I am staying at Fairmont Riverview third week in September. How should I pack? What should I expect from the weather?  I plan to do some hiking. Thanks for any suggestions.


----------



## AKE (Sep 5, 2011)

Rain and coolish temperatures so if you are hiking then bring all-weather gear.


----------



## Meow (Sep 5, 2011)

*Fairmont Weather*

You can never predict the weather. September can be beautiful in the Columbia Valley.  During the day you may have days hitting the high 70's F.  It will cool down in the evenings, approching the the mid 30's F. Bring appropriate gear for hiking in the mountains.  You may encounter snow squalls, sleet, rain or scorching heat.  Be prepared and enjoy yourself.  Be sure to venture into Kootenay Nat'l Park.  Marble Canyon for a short stroll or Stanley Glacier for a great day hike.


----------



## Meow (Sep 5, 2011)

*Dining in the Area*

Just a post script.
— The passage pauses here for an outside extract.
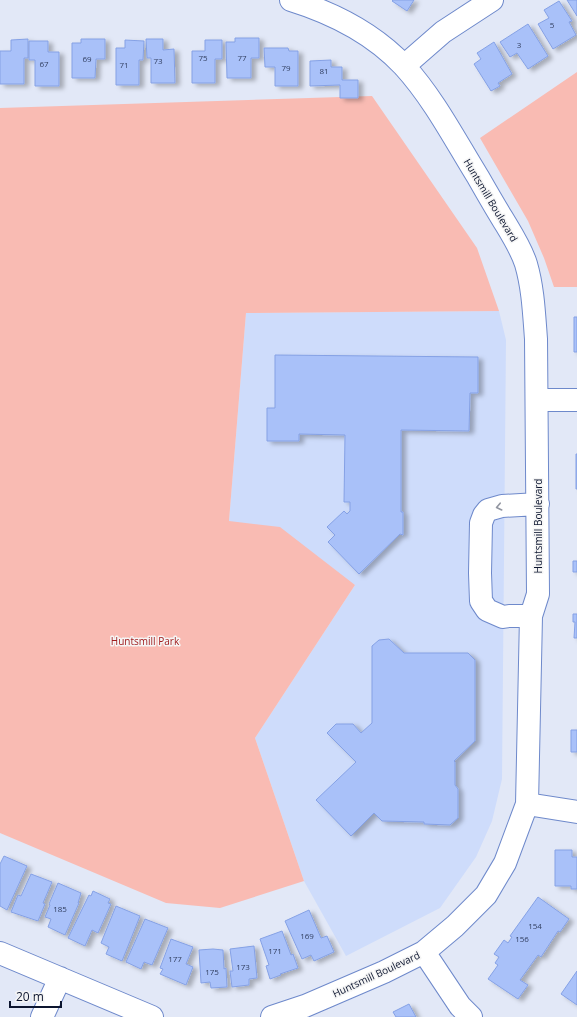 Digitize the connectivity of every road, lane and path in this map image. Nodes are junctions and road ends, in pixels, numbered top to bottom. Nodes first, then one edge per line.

We were there last week.  
We had a great dinner at the Hoodoo Grill, just a few miles South of Fairmont.  Ask for one of Cory's special cocktails - he is their prime server and their mixologist.  He creates unique and tasty cocktails. (The Hoodoos is another short hike - trailhead is just off the highway - the Fairmont activity desk will give you directions or you can join them on one of their organized hikes.)
On the outskirts of Invermere, try the Eagle Ranch Golf Resort for lunch or dinner on their outdoor patio.  The views are outstanding and the food is superior.
Just across the Highway, behind the grocery store in Fairmont, try Tony's - he puts out some great Greek food - eat in or take out.


----------



## Aussie girl (Sep 5, 2011)

Tony's maybe closed by the end of September. Quite a few places close down after this weekend.

Love this area at that time of year. We had some snow in the mountains last week. We also like the Strand restaurant in Invermere. 

Mornings will be cool, day temps should be wonderful. We have golfed until November at Fairmont in the past.


----------



## bkerns (Sep 7, 2011)

*Thanks All*

Big help. Can't wait to go!


----------